Simulated microgravity conditions can lead the alterations of the F-actin structure and apoptosis of CVECs. The Bcl-2 apoptosis pathway and PI3K/AKT pathway may participate in the damage of CVECs caused by SMG.
已证实模拟微重力(SMG)会导致多种类型的微血管内皮细胞发生超微结构改变和凋亡。然而,SMG是否也会影响脉络膜血管内皮细胞(CVECs)仍不清楚。本研究旨在探讨SMG对CVECs超微结构和凋亡的影响。
利用旋转细胞培养系统(RCCS)模拟微重力条件。将人CVECs在正常重力(NG)或SMG条件下培养3天。在透射电子显微镜下观察超微结构,通过免疫荧光染色观察F-肌动蛋白的组织情况。此外,使用流式细胞术计算凋亡百分比。而且,在不同暴露时间用定量PCR和蛋白质印迹法检测BAX、Bcl-2、Caspase3、细胞色素C、p-AKT和p-PI3K的mRNA和蛋白质表达。

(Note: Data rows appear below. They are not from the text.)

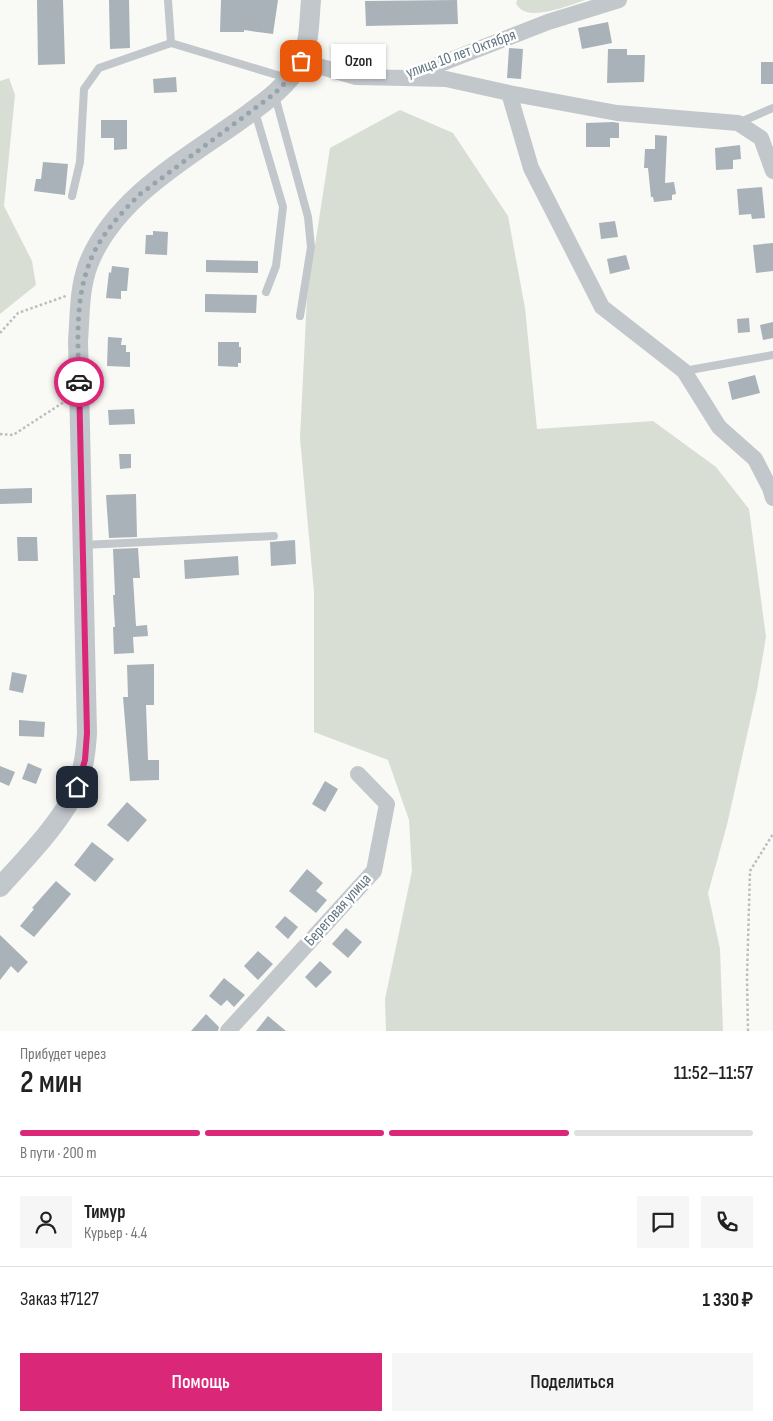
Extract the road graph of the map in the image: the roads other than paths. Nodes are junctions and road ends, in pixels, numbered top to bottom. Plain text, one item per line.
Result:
1 (168, 0) edge
2 (311, 0) edge
3 (619, 0) edge
4 (171, 43) junction
5 (301, 61) junction
6 (404, 78) junction
7 (289, 79) junction
8 (509, 93) junction
9 (274, 94) junction
10 (773, 108) edge
11 (254, 110) junction
12 (738, 123) junction
13 (773, 171) edge
14 (72, 196) dead end
15 (266, 292) dead end
16 (300, 316) dead end
17 (773, 355) edge
18 (684, 371) junction
19 (772, 492) edge
20 (274, 536) dead end
21 (83, 545) junction
22 (358, 774) dead end
23 (0, 887) edge
24 (228, 1031) edge

1 - 4 lane
2 - 5 street
3 - 6 street, улица 10 лет Октября
4 - 7 lane
4 - 14 lane
5 - 6 street, улица 10 лет Октября
5 - 7 street
6 - 8 street
7 - 9 street
8 - 12 street
8 - 18 street
9 - 11 street
9 - 16 lane
10 - 12 lane
11 - 15 lane
11 - 21 street
12 - 13 street
17 - 18 lane
18 - 19 street
20 - 21 lane
21 - 23 street
22 - 24 street, Береговая улица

在SMG组中,CVECs呈现细胞体缩小、染色质浓缩和边缘化、线粒体空泡化以及凋亡小体。F-肌动蛋白的量减少,在SMG条件下培养72小时后,F-肌动蛋白的细丝稀疏甚至部分不连续。SMG组在24小时和72小时时凋亡CVECs的比例显著高于NG组(<0.001)。SMG组CVECs在24小时和72小时时Bax、Caspase3和细胞色素C的mRNA和蛋白质表达分别比NG组显著增加(<0.001)。p-AKT和p-PI3K蛋白质表达的变化呈现相似趋势。相反,SMG条件下CVECs在24小时和72小时时Bcl-2的mRNA和蛋白质表达分别显著低于NG组(<0.001)。
模拟微重力条件可导致CVECs的F-肌动蛋白结构改变和凋亡。Bcl-2凋亡途径和PI3K/AKT途径可能参与了SMG引起的CVECs损伤。